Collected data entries
++++++++++++++++++++
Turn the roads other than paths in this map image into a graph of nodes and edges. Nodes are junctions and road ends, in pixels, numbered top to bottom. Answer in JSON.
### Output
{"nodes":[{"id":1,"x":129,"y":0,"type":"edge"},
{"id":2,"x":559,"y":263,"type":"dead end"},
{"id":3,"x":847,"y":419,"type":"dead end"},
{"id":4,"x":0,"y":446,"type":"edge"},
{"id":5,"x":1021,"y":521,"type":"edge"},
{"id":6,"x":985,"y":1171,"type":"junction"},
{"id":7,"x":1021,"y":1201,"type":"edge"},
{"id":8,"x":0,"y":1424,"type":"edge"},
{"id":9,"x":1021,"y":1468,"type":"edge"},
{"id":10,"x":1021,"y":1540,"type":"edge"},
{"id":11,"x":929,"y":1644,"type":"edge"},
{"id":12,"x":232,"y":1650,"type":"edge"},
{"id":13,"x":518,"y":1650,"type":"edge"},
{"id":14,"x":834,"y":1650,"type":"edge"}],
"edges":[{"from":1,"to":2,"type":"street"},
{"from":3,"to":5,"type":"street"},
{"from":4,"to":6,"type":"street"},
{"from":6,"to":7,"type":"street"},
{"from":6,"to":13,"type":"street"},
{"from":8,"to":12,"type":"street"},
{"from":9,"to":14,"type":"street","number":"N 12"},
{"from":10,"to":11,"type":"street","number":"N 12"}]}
++++++++++++++++++++
* _WHAT TO PRODUCE_:
Output the records in full. Keep every character as it is.

* _WRITTEN SOLUTION_:
Turn the roads other than paths in this map image into a graph of nodes and edges. Nodes are junctions and road ends, in pixels, numbered top to bottom. Answer in JSON.
### Output
{"nodes":[{"id":1,"x":129,"y":0,"type":"edge"},
{"id":2,"x":559,"y":263,"type":"dead end"},
{"id":3,"x":847,"y":419,"type":"dead end"},
{"id":4,"x":0,"y":446,"type":"edge"},
{"id":5,"x":1021,"y":521,"type":"edge"},
{"id":6,"x":985,"y":1171,"type":"junction"},
{"id":7,"x":1021,"y":1201,"type":"edge"},
{"id":8,"x":0,"y":1424,"type":"edge"},
{"id":9,"x":1021,"y":1468,"type":"edge"},
{"id":10,"x":1021,"y":1540,"type":"edge"},
{"id":11,"x":929,"y":1644,"type":"edge"},
{"id":12,"x":232,"y":1650,"type":"edge"},
{"id":13,"x":518,"y":1650,"type":"edge"},
{"id":14,"x":834,"y":1650,"type":"edge"}],
"edges":[{"from":1,"to":2,"type":"street"},
{"from":3,"to":5,"type":"street"},
{"from":4,"to":6,"type":"street"},
{"from":6,"to":7,"type":"street"},
{"from":6,"to":13,"type":"street"},
{"from":8,"to":12,"type":"street"},
{"from":9,"to":14,"type":"street","number":"N 12"},
{"from":10,"to":11,"type":"street","number":"N 12"}]}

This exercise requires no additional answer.